Every record that follows should be written out word for word; the pictures stay out.
━━━ RECORDS FOR PROCESSING
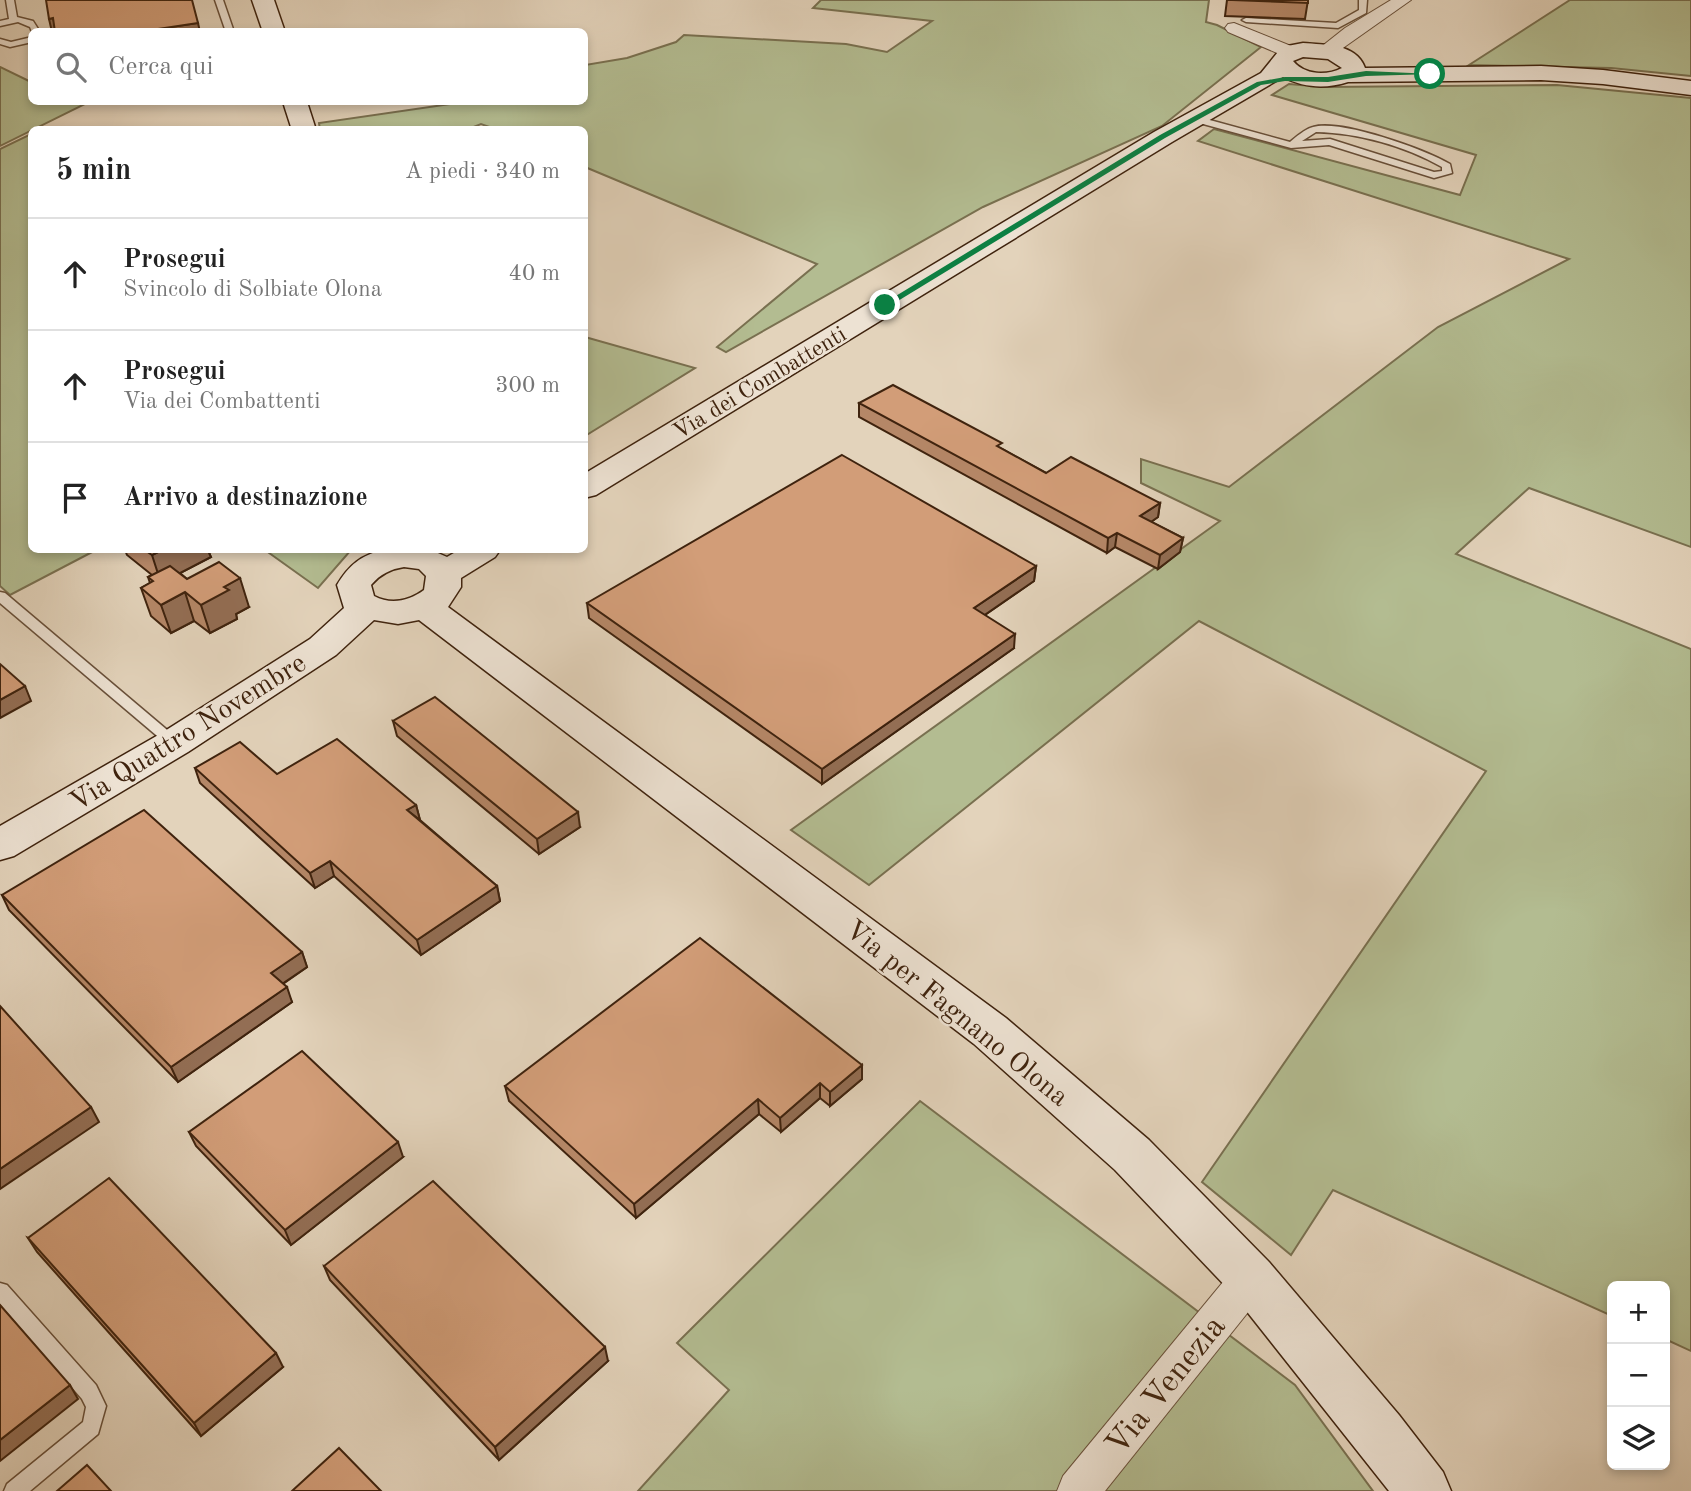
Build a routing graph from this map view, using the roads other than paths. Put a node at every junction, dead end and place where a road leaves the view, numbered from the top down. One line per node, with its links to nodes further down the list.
1 (10, 0): 5 (lane)
2 (219, 0): 8 (lane)
3 (1363, 0): 9 (lane)
4 (1404, 0): 9 (street)
5 (4, 22): 7 (lane)
6 (1240, 24): 9 (lane); 15 (street)
7 (34, 28)
8 (229, 28)
9 (1345, 29): 13 (street)
10 (28, 40): 12 (lane)
11 (0, 41): 12 (lane)
12 (15, 44): 14 (lane)
13 (1327, 51): 15 (street); 16 (street)
14 (28, 52)
15 (1286, 59): 17 (street, Via dei Combattenti); 18 (street, Via dei Combattenti)
16 (1350, 68): 17 (street, Via dei Combattenti); 19 (street, Via dei Combattenti)
17 (1304, 77): 18 (street, Via dei Combattenti)
18 (1259, 84): 21 (street, Via dei Combattenti)
19 (1691, 88)
20 (296, 105): 22 (street)
21 (1195, 119): 23 (lane); 24 (street, Via dei Combattenti)
22 (303, 126)
23 (1291, 145): 23 (lane)
24 (588, 486)
25 (479, 553): 27 (street)
26 (390, 554): 27 (street, Via per Fagnano Olona); 29 (street, Via per Fagnano Olona)
27 (434, 589): 29 (street); 32 (street, Via per Fagnano Olona)
28 (0, 596): 30 (lane)
29 (366, 608): 30 (street, Via Quattro Novembre)
30 (174, 743): 31 (street, Via Quattro Novembre)
31 (0, 845)
32 (1251, 1278): 35 (street, Via Venezia); 36 (street, Via per Fagnano Olona)
33 (0, 1291): 34 (lane)
34 (14, 1491)
35 (1078, 1491)
36 (1423, 1491)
━━━━━━
*TASK RESULT*
Build a routing graph from this map view, using the roads other than paths. Put a node at every junction, dead end and place where a road leaves the view, numbered from the top down. One line per node, with its links to nodes further down the list.
1 (10, 0): 5 (lane)
2 (219, 0): 8 (lane)
3 (1363, 0): 9 (lane)
4 (1404, 0): 9 (street)
5 (4, 22): 7 (lane)
6 (1240, 24): 9 (lane); 15 (street)
7 (34, 28)
8 (229, 28)
9 (1345, 29): 13 (street)
10 (28, 40): 12 (lane)
11 (0, 41): 12 (lane)
12 (15, 44): 14 (lane)
13 (1327, 51): 15 (street); 16 (street)
14 (28, 52)
15 (1286, 59): 17 (street, Via dei Combattenti); 18 (street, Via dei Combattenti)
16 (1350, 68): 17 (street, Via dei Combattenti); 19 (street, Via dei Combattenti)
17 (1304, 77): 18 (street, Via dei Combattenti)
18 (1259, 84): 21 (street, Via dei Combattenti)
19 (1691, 88)
20 (296, 105): 22 (street)
21 (1195, 119): 23 (lane); 24 (street, Via dei Combattenti)
22 (303, 126)
23 (1291, 145): 23 (lane)
24 (588, 486)
25 (479, 553): 27 (street)
26 (390, 554): 27 (street, Via per Fagnano Olona); 29 (street, Via per Fagnano Olona)
27 (434, 589): 29 (street); 32 (street, Via per Fagnano Olona)
28 (0, 596): 30 (lane)
29 (366, 608): 30 (street, Via Quattro Novembre)
30 (174, 743): 31 (street, Via Quattro Novembre)
31 (0, 845)
32 (1251, 1278): 35 (street, Via Venezia); 36 (street, Via per Fagnano Olona)
33 (0, 1291): 34 (lane)
34 (14, 1491)
35 (1078, 1491)
36 (1423, 1491)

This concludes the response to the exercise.